Dataset entries:

=====

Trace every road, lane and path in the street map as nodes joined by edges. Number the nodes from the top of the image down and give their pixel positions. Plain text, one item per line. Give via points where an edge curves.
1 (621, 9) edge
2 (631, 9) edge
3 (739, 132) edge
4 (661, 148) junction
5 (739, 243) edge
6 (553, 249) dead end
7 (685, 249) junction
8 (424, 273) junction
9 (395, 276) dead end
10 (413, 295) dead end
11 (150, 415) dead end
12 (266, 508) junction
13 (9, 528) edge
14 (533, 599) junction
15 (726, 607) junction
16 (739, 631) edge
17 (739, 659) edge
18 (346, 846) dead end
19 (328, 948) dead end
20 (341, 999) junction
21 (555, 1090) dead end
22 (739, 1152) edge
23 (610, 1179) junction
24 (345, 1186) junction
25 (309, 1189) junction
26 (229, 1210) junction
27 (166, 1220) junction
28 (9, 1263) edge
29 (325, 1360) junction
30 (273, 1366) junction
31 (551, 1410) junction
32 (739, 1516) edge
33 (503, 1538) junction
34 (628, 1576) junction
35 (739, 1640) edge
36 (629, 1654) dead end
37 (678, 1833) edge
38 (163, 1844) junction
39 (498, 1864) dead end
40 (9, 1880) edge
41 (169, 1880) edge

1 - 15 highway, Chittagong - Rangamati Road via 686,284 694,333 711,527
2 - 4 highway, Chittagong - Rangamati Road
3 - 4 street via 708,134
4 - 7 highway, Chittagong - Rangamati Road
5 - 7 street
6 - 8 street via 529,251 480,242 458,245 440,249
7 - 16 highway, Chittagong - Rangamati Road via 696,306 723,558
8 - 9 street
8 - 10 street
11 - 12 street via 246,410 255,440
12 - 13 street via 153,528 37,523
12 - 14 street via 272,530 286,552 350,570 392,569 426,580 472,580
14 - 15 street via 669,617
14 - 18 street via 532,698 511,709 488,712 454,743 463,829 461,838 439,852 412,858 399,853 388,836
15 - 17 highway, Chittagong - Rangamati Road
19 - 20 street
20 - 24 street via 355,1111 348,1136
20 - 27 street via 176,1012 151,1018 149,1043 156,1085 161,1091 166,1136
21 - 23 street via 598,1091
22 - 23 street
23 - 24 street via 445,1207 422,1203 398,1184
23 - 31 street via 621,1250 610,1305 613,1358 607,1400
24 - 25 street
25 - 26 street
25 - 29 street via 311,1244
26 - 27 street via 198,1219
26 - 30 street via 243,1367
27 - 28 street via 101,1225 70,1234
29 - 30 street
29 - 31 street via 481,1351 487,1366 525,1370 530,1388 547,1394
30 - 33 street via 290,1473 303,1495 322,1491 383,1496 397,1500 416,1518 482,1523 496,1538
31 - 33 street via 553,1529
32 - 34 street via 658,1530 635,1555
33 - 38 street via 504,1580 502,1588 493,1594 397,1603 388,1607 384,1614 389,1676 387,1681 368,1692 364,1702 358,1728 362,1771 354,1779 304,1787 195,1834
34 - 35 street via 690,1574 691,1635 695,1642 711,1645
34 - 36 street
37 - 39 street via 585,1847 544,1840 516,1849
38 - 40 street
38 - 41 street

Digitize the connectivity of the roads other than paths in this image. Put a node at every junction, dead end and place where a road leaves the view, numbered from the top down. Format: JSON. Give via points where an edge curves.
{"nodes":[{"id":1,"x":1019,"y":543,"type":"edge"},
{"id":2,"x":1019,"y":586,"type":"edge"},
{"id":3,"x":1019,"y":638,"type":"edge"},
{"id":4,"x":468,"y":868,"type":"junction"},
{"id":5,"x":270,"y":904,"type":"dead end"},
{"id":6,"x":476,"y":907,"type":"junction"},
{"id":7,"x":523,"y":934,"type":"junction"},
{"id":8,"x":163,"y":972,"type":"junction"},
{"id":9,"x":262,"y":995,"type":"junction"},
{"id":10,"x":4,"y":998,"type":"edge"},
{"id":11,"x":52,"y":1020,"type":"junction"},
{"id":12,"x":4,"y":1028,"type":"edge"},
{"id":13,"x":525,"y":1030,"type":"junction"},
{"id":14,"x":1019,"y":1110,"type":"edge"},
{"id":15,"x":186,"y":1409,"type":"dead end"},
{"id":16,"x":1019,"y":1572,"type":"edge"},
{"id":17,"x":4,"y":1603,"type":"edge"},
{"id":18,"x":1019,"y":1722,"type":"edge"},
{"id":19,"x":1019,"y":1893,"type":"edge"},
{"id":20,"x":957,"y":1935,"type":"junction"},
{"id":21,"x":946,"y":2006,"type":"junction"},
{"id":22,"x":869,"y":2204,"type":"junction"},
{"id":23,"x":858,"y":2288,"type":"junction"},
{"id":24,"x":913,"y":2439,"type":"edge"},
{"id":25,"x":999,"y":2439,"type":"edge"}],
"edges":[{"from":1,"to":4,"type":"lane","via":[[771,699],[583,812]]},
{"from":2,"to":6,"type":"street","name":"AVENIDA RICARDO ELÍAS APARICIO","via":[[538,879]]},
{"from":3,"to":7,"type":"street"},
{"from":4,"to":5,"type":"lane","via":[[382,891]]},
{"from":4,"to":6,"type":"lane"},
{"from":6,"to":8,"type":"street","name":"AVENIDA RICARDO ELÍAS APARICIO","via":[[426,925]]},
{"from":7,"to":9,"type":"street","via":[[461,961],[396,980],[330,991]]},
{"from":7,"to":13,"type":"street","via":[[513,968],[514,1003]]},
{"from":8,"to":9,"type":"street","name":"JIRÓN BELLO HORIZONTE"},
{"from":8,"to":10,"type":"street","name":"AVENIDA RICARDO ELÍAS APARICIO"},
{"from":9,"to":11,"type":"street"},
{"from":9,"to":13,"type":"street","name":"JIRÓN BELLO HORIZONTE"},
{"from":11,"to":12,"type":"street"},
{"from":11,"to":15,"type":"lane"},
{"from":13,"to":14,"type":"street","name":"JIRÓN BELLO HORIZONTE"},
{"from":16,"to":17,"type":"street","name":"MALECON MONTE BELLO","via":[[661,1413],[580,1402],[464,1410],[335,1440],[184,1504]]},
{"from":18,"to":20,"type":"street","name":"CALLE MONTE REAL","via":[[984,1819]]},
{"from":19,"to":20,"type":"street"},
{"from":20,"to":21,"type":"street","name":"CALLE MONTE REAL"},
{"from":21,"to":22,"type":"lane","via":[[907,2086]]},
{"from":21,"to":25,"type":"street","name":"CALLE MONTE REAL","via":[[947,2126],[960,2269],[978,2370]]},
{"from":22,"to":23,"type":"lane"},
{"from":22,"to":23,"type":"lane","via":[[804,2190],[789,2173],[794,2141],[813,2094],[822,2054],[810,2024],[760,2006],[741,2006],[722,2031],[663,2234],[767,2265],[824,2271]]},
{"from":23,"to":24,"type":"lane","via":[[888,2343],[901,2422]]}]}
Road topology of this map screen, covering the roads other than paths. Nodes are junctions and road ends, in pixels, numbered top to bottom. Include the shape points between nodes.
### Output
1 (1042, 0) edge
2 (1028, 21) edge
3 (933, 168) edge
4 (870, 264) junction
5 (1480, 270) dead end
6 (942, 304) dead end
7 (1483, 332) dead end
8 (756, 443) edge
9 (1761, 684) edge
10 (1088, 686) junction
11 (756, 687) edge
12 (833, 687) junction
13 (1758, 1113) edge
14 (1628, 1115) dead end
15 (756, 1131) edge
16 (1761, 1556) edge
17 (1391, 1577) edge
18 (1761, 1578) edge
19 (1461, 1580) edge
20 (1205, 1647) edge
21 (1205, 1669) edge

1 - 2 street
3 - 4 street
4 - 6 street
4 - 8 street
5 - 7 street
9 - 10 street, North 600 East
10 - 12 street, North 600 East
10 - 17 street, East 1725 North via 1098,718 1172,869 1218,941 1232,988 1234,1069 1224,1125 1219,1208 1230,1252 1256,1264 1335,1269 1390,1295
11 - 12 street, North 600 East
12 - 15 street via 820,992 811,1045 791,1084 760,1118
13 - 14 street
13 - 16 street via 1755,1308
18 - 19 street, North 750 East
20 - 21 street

=====

■ WHAT NEEDS TO BE DONE ■
Copy, word for word, the line that contains "Road topology of" and every line after it through the end of the records, and nothing else.

■ ANSWER SECTION ■
Road topology of this map screen, covering the roads other than paths. Nodes are junctions and road ends, in pixels, numbered top to bottom. Include the shape points between nodes.
### Output
1 (1042, 0) edge
2 (1028, 21) edge
3 (933, 168) edge
4 (870, 264) junction
5 (1480, 270) dead end
6 (942, 304) dead end
7 (1483, 332) dead end
8 (756, 443) edge
9 (1761, 684) edge
10 (1088, 686) junction
11 (756, 687) edge
12 (833, 687) junction
13 (1758, 1113) edge
14 (1628, 1115) dead end
15 (756, 1131) edge
16 (1761, 1556) edge
17 (1391, 1577) edge
18 (1761, 1578) edge
19 (1461, 1580) edge
20 (1205, 1647) edge
21 (1205, 1669) edge

1 - 2 street
3 - 4 street
4 - 6 street
4 - 8 street
5 - 7 street
9 - 10 street, North 600 East
10 - 12 street, North 600 East
10 - 17 street, East 1725 North via 1098,718 1172,869 1218,941 1232,988 1234,1069 1224,1125 1219,1208 1230,1252 1256,1264 1335,1269 1390,1295
11 - 12 street, North 600 East
12 - 15 street via 820,992 811,1045 791,1084 760,1118
13 - 14 street
13 - 16 street via 1755,1308
18 - 19 street, North 750 East
20 - 21 street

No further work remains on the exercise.